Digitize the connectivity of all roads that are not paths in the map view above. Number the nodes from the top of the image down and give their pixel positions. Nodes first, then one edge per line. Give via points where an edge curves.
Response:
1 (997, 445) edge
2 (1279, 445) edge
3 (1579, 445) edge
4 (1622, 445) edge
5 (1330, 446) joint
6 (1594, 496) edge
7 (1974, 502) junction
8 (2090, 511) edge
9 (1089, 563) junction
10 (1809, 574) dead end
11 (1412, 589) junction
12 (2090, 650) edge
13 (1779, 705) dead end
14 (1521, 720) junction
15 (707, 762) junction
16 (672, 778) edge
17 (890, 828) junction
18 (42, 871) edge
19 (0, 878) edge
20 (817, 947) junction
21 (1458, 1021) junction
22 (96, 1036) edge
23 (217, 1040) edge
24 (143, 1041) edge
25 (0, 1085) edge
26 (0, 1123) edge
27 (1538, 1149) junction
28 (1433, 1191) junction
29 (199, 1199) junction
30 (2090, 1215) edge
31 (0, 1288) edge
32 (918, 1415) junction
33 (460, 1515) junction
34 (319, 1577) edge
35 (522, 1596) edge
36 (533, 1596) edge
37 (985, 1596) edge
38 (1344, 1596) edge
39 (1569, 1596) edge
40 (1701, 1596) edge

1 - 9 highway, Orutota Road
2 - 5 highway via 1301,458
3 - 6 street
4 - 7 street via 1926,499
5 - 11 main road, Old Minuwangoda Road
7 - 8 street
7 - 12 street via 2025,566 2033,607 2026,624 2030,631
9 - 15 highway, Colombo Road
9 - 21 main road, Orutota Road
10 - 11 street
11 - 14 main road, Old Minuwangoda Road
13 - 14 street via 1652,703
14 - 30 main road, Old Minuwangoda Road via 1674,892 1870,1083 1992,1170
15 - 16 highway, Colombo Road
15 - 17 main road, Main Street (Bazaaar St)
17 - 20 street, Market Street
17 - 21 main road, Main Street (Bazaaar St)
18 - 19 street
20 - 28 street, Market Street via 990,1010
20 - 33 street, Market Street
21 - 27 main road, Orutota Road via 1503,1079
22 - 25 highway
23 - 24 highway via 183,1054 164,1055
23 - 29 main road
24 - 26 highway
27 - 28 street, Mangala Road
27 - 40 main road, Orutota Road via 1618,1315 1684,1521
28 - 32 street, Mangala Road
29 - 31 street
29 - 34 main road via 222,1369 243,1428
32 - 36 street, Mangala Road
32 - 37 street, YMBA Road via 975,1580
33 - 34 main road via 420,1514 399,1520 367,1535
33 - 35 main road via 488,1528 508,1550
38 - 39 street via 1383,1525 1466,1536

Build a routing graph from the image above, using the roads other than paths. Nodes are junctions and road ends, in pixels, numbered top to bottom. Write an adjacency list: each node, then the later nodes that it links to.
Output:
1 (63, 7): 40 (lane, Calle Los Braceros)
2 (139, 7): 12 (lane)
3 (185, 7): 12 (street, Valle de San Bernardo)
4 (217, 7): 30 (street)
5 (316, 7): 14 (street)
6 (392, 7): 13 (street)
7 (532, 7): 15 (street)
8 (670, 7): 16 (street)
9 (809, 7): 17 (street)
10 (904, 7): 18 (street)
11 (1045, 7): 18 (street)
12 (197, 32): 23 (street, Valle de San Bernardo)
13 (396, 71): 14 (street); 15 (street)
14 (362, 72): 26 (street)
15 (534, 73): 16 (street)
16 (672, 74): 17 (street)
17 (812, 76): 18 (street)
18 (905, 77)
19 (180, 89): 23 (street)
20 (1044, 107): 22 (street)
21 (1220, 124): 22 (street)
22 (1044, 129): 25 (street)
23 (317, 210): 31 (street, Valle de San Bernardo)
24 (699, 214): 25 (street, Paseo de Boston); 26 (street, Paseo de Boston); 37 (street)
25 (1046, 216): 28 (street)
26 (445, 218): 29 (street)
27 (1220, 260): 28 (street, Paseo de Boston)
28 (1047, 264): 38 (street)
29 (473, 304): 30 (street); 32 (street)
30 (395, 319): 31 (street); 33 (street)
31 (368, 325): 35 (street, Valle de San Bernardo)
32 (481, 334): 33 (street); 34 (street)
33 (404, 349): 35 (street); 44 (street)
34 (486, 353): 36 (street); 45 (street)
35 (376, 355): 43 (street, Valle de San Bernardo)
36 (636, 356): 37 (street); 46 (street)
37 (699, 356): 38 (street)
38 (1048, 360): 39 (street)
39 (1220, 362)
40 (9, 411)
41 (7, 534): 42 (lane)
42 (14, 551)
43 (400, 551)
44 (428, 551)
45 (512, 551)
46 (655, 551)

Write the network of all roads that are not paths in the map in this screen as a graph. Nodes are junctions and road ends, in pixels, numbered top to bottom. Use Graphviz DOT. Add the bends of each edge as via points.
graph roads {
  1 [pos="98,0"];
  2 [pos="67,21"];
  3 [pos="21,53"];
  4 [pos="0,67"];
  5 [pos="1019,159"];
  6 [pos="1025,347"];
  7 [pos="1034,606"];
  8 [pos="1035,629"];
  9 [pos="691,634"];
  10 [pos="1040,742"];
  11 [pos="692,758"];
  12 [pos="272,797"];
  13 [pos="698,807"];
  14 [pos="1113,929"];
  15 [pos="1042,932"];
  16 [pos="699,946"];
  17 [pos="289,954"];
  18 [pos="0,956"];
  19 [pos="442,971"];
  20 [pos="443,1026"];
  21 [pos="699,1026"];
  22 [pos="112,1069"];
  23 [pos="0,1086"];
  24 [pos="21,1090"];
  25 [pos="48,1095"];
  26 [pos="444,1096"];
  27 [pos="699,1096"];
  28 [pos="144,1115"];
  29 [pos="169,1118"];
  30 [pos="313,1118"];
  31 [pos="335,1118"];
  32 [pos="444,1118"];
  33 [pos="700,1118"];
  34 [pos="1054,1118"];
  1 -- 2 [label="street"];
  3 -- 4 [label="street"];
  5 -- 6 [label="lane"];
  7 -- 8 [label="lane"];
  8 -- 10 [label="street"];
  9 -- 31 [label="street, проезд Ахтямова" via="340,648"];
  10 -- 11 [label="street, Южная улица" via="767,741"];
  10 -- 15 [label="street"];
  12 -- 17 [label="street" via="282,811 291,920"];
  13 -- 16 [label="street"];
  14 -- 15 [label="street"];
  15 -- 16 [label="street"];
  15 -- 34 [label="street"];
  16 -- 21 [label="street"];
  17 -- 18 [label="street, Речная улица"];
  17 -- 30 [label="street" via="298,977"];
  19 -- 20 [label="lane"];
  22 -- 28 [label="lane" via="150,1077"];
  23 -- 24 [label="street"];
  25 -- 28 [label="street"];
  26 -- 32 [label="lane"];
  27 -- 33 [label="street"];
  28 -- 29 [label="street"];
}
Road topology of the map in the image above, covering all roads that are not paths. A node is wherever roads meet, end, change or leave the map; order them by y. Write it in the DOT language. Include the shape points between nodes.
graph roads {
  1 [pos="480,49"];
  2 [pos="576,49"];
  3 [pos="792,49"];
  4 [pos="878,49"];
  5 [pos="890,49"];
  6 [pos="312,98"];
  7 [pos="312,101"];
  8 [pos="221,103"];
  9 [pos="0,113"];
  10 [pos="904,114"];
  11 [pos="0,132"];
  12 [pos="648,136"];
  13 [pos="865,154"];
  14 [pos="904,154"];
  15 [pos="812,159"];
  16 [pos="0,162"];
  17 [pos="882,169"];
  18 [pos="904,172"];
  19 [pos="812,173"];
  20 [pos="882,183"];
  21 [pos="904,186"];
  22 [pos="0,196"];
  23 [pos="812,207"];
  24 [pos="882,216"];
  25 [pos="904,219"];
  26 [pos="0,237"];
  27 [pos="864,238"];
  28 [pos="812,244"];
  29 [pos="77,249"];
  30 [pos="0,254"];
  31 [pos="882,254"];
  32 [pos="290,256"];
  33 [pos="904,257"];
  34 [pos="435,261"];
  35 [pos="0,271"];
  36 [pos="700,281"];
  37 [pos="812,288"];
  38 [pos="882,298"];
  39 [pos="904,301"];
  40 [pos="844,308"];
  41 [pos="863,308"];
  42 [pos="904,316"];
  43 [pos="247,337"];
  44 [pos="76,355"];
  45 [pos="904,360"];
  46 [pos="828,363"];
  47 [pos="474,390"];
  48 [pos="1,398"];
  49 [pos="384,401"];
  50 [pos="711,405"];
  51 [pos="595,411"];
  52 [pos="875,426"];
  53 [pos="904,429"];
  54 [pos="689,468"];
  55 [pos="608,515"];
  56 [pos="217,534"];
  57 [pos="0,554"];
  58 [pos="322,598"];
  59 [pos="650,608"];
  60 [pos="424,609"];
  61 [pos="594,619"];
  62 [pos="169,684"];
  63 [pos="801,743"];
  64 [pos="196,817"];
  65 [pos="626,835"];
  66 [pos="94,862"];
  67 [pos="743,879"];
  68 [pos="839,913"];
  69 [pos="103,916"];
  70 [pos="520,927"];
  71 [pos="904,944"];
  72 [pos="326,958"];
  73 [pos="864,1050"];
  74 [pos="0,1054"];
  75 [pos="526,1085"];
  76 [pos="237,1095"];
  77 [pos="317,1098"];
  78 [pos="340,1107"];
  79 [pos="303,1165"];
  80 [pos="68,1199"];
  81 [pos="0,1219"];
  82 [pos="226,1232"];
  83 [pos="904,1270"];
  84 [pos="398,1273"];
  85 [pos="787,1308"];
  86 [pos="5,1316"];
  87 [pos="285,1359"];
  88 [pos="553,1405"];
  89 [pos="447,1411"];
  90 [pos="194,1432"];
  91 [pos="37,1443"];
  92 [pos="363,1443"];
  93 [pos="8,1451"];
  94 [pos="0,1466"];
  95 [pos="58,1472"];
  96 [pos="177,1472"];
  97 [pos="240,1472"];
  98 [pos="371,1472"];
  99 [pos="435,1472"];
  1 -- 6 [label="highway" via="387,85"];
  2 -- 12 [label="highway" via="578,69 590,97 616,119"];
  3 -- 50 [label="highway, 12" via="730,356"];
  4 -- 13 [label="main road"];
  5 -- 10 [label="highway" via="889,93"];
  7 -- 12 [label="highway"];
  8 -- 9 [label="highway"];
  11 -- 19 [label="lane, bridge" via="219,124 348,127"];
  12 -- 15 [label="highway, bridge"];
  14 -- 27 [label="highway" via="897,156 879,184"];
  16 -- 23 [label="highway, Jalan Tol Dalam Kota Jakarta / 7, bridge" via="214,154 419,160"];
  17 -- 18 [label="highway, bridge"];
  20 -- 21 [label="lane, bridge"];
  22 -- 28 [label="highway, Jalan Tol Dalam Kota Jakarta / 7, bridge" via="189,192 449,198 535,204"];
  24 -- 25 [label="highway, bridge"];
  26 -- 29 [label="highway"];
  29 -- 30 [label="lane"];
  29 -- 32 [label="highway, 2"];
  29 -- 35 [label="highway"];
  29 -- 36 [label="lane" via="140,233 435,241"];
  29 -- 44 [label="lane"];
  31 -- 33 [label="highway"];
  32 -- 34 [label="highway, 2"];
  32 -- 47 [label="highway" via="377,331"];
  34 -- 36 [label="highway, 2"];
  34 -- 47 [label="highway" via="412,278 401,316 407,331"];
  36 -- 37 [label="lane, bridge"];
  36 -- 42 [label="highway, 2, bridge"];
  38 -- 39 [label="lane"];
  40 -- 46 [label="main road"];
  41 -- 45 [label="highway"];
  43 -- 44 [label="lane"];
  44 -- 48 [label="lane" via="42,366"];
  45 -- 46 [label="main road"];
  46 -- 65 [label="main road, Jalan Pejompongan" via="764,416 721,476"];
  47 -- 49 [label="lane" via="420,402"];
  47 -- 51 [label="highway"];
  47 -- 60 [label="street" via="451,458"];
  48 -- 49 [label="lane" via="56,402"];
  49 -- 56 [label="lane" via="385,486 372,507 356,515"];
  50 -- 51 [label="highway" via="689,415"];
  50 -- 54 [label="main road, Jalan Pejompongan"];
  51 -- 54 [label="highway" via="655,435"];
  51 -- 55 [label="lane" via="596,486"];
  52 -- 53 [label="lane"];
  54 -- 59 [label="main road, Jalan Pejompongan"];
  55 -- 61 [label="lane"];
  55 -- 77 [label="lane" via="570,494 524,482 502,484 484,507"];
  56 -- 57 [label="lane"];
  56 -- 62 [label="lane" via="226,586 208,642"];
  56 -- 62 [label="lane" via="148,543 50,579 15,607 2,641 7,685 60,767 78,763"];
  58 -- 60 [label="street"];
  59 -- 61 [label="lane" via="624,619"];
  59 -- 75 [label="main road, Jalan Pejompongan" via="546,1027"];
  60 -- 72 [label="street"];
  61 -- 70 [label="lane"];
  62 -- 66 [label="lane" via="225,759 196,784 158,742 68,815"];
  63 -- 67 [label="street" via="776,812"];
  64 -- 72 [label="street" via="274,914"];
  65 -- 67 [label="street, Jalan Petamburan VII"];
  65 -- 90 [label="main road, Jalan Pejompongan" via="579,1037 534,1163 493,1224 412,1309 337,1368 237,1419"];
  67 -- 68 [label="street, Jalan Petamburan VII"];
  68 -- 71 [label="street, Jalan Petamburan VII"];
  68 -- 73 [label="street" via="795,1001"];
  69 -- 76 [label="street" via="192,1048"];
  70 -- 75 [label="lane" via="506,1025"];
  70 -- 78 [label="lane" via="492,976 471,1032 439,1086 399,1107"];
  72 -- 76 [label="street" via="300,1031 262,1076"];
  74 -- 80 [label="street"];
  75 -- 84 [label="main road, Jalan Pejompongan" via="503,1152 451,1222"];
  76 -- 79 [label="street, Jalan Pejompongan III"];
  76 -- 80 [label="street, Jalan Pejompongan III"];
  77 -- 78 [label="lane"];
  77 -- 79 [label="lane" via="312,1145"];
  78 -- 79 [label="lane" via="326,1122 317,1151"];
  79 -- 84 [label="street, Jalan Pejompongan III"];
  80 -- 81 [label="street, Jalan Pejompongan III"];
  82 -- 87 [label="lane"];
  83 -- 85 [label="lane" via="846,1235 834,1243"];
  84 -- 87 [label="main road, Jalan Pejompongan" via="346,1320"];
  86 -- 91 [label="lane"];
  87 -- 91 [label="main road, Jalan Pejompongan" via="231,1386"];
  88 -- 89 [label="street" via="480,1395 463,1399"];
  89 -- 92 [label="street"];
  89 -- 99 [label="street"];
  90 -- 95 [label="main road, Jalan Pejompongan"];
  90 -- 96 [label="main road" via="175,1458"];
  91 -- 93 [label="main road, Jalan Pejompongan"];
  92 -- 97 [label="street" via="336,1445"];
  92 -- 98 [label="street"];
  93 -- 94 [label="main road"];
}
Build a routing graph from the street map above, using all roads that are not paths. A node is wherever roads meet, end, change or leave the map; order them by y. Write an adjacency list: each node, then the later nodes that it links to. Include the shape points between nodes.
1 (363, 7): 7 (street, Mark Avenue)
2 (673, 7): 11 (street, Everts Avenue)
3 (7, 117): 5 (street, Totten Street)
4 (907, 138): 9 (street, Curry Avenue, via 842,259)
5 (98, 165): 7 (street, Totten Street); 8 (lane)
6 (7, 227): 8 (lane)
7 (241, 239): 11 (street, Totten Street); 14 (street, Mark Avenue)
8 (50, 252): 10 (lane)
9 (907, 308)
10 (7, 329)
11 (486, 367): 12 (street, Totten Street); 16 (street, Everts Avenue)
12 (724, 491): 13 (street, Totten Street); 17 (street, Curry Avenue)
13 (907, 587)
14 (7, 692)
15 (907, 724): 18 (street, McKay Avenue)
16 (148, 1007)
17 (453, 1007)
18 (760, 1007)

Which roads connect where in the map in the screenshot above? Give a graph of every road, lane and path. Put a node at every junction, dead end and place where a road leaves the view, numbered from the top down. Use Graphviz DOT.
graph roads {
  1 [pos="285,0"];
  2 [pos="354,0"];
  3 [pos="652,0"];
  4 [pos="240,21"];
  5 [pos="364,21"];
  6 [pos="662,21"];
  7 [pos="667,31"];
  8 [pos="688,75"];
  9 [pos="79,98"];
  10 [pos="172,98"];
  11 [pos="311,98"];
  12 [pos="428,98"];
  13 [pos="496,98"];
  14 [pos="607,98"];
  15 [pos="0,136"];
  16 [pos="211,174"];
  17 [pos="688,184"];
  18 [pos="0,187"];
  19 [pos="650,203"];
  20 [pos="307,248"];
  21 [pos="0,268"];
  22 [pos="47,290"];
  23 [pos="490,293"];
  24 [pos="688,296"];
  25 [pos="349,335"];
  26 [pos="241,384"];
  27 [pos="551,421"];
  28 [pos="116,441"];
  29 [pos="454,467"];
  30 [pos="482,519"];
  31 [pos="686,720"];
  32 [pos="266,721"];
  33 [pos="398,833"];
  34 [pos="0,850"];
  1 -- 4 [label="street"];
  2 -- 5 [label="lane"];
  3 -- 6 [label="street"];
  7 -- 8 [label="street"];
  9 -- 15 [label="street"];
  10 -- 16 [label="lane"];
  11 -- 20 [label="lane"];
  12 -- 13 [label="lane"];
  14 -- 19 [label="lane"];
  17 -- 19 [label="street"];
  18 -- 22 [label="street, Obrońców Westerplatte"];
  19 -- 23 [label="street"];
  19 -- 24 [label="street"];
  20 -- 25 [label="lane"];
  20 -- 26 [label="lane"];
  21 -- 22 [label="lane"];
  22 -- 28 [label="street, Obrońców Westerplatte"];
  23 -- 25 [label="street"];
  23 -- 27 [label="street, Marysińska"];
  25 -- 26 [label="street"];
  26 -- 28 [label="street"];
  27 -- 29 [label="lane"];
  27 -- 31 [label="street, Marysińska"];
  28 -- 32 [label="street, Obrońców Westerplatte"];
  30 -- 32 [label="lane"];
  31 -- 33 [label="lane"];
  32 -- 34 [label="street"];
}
◆ ◆ ◆ ◆ ◆ ◆ ◆
Your objective –
Calculate the number of lines above that include the word "Paseo", giving that number by itself.

Answer space –
2